Veterinarians at SeaWorld Orlando have successfully performed the first-ever shark C-Section, the theme park announced yesterday. The three-pound whitetip reef pups are the latest additions to the 30 sharks at Discovery Cove, the pricey sister park of SeaWorld that allows patrons to cuddle with bottleneck dolphins while Instagramming a variety of other aquatic creatures.
Although the surgery occurred on July 18th, theme park officials decided to hold off until now to make sure the shark pups didn't die and bum everyone out. (Or else that's just what they told Riptide, and they really wanted to coincide with #SharkWeek, the longest-running cable television event in history.) The programming marathon has the same life-giving properties as a Caesarian, as its given baby boomers and other people who can afford cable a reason to breathe since 1987.
As for the sharks, they are eating small pieces of fish and acting normally, said Denise Swider, who assisted Drs.
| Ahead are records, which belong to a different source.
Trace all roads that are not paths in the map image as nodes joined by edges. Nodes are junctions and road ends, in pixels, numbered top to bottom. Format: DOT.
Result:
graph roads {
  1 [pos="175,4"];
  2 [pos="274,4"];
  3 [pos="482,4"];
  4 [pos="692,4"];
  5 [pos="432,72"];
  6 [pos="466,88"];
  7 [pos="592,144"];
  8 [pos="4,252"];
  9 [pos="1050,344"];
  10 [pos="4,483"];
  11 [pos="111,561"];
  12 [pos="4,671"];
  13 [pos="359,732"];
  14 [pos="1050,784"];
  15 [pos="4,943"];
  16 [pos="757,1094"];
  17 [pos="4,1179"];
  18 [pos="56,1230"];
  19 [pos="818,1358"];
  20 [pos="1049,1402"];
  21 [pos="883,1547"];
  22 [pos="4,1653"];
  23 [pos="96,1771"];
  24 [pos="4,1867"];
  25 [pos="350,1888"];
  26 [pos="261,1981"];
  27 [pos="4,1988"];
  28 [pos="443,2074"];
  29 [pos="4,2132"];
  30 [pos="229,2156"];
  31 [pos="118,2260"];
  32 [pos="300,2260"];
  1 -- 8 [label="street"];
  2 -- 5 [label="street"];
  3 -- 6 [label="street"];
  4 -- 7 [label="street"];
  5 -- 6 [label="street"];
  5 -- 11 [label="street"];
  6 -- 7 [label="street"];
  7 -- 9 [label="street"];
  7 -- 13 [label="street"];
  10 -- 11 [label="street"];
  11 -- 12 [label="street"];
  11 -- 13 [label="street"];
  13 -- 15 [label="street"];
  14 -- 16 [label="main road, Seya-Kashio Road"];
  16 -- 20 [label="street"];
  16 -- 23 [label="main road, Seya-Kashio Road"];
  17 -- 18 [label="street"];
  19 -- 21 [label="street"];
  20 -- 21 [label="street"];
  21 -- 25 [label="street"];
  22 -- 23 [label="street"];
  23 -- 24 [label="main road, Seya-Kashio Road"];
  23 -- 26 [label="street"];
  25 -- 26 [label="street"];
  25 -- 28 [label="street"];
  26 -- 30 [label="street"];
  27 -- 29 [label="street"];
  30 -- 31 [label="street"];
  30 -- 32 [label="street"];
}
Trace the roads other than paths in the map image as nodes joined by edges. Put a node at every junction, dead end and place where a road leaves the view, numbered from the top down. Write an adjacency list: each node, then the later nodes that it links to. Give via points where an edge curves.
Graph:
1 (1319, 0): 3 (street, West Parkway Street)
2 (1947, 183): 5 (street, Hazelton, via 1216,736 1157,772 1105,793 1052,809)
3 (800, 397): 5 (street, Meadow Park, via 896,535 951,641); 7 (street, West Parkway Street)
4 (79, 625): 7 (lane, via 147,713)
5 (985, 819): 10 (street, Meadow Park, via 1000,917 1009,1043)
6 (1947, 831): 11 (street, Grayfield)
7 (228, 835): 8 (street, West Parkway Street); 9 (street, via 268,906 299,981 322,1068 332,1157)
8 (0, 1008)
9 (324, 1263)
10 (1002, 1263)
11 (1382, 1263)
Scott Gearhart and Lara Croft.
The surgery was performed in a blow-up kiddy pool right next to the mother shark's tank, which allowed the surgeons to go underwater and remain mobile. Anesthesia was pumped into the water, and oxygen was pumped across the animal's gills for ventilation. As the pups came out, Discovery Cove staff put them right into adjacent holding pens.
"The shark wasn't exactly feeling hungry right after the surgery, but we always separate the pups from the mother right after birth to make sure there's absolutely no problem," Swider said.
Surgeries have been performed on sharks, and C-Sections have been performed on stingrays, but this specific surgery has never been performed on a shark, so far as Discovery Cove's scientists can tell.
Although Shark Week is just an excuse to gawk at carnage because "nature," white tip reef sharks are on the benign end of the spectrum. Sorry to disappoint.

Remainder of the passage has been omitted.